Все это сказала Миранда. Так зачем же она повесила его портрет на стенку? Она ответила, что считает его симпатичным.
Хуана проснулась, когда я вернулся в ее комнату.
— Ты где был? — спросила она сквозь сон.
Я объяснил, что не мог заснуть и выходил посидеть в саду.
Однажды мы с Хуаной зашли в кафе-мороженое в парке «Коппелия» на углу улицы Ла-Рампа и авеню L — футуристическую бетонную постройку, которая одним напоминает космический корабль, а другим — гигантского паука. Я относился к пауковой фракции: с того дня, как я впервые увидел дворец мороженого в двенадцать лет, я представлял его себе как огромного паука, раскинувшего свою паутину по всему парку и большей части Ведадо и засасывавшего в себя ежедневно тысячи молодых людей, пользуясь их сильным мещански-декадентским желанием поесть мороженого. Парк «Коппелия», названный в честь балета Лео Делиба 1870 года, всегда был местом сбора молодежи Ведадо. Здесь встречались влюбленные пары. В тени пышных деревьев создавались и распадались музыкальные группы и литературные кружки.
Мы с Хуаной простояли в очереди около сорока минут — по выходным очередь была длиннее — и заказали себе по «ассорти», то есть по креманке с пятью шариками мороженого: шоколадного, карамельного и ванильного.
На Кубе все политизировано, в том числе и мороженое. Комплекс «Коппелия», храм мороженого, был воздвигнут сразу после el triunfo как «дар народу от революции» и должен был стать символом нового времени, когда кафе-мороженое больше не делились по расовому принципу. «Коппелия» была кубинским государственным предприятием, призванным продемонстрировать мускулы революции и побить капиталистов на их собственном поле. В начале шестидесятых годов Кастро похвастался, что «Коппелия» будет производить двадцать девять различных сортов мороженого — на один больше, чем американская компания «Баскин Роббинс». Однако никто из моих знакомых не пробовал больше десяти.
Но мороженое было вкусным.
Уже собираясь уходить, мы с Хуаной столкнулись с Эктором и Ачильо. Я не видел их после представления и обрадовался встрече. Братья Мадуро были в прекрасном настроении. Они говорили о том, с какими «интеллектуальными и чувственными дамами» они познакомились в литературной среде, а это было ново и интересно.
— Но послушай, Рауль, — сказал Ачильо. — Мы пытались тебя найти. Нам чертовски повезло, что сегодня мы встретились.
— Мы завтра играем, — подхватил Эктор. — И хотим, чтобы ты выступил с нами. Почитай что-нибудь из своего, как в тот раз. Это звучало так значительно. И на этот раз у тебя будет микрофон.
— Честно говоря, не знаю. — Я посмотрел на Хуану. — Думаешь, мы успеем закончить к завтрашнему вечеру?
Картина. Проклятая картина. Хуана заканчивала свою красную картину. Ее надо было сдать через несколько дней, и я обещал позировать для нанесения последних мазков.
— Конечно, к завтрашнему вечеру мы закончим, — считала Хуана. — Я должна закончить. Иначе не успеет высохнуть.
— Вот и прекрасно, — сказал я. — Тогда договорились. А где вы играете?
— Мы играем не вечером, — уточнил Ачильо. — Мы играем на фестивале между часом и двумя дня. Думаю, придет много людей. Это будет в парке Ленина.
Ух ты. Вот это поворот. Добраться до парка Ленина было непросто. Не говоря уже о том, сколько времени займет обратный путь. Я взглянул на Хуану — на ее лице было написано «забудь об этом». Но мне хотелось участвовать, а главное — я не желал, чтобы она диктовала мне, что делать. Только не в этот раз.

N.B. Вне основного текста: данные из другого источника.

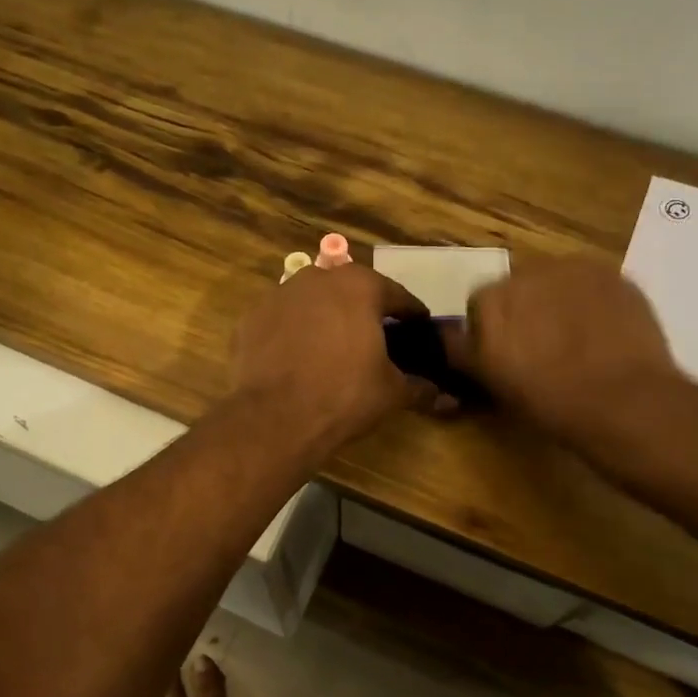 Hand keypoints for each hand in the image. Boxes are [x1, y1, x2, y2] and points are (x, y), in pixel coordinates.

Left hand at [230, 263, 433, 453]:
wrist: (275, 418)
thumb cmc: (344, 396)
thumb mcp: (391, 392)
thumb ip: (420, 387)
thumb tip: (447, 398)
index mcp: (360, 286)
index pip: (397, 296)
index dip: (410, 315)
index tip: (418, 330)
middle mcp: (318, 278)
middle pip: (351, 292)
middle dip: (365, 312)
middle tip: (376, 339)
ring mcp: (278, 295)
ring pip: (313, 302)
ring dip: (326, 319)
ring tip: (334, 350)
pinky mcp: (250, 318)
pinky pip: (282, 322)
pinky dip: (292, 334)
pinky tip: (297, 360)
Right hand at [450, 256, 679, 442]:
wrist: (623, 401)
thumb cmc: (549, 401)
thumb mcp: (492, 383)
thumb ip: (465, 353)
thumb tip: (449, 337)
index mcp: (490, 301)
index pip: (479, 304)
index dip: (490, 329)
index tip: (505, 354)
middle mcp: (526, 273)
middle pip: (517, 286)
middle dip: (524, 309)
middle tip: (541, 346)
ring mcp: (572, 268)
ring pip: (554, 280)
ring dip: (557, 300)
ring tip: (577, 337)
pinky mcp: (611, 273)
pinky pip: (591, 282)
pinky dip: (591, 300)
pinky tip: (603, 331)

— Концерт закончится не поздно, — сказал я. — Мы освободимся часа в два — в полтретьего, и тогда я прекрасно успеваю на автобус…
Она насмешливо посмотрела на меня. Все прекрасно знали, что единственным человеком в Гаване, кто вовремя появлялся на сцене, был сам Фидель Кастро. И конечно, все мероприятия подстраивались под его график.

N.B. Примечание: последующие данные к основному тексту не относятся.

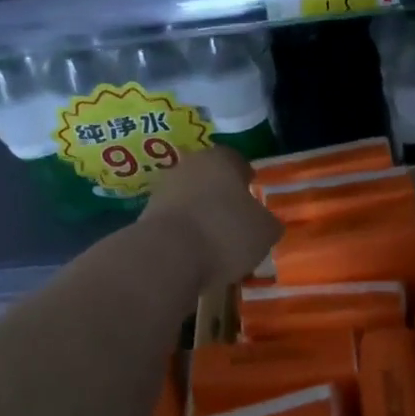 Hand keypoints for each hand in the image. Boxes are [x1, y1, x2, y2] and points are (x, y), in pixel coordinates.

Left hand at [140, 146, 281, 287]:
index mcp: (220, 159)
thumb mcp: (265, 231)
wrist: (167, 256)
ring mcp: (162, 190)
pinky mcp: (146, 216)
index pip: (237, 160)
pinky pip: (174, 222)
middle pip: (209, 178)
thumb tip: (266, 223)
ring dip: (200, 215)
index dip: (246, 178)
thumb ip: (268, 223)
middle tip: (236, 219)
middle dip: (221, 195)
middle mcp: (188, 166)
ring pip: (189, 199)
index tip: (252, 193)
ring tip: (216, 242)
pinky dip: (184, 234)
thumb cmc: (226, 232)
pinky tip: (195, 254)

— Свет уйдет. — Хуана нахмурилась. — Нет смысла работать без дневного света. Рауль, ты обещал.
Братья Мадуро переглянулись. Ачильо пожал плечами:
— Послушай, это не страшно. Мы можем выступить вместе в другой раз.
Я разозлился:
— На этой картине изображен совсем не я. Не понимаю, какого черта я вообще тебе понадобился. К тому же стоять там — сплошная скукотища.
— Эй, Рауль, не нервничай, — сказал Ачильо. — Просто у нас была любопытная идея, но мы можем выступить вместе в другой раз…
— Ах, это не ты изображен? — проговорила Хуана язвительно. — Великий поэт теперь стал еще и критиком-искусствоведом в придачу.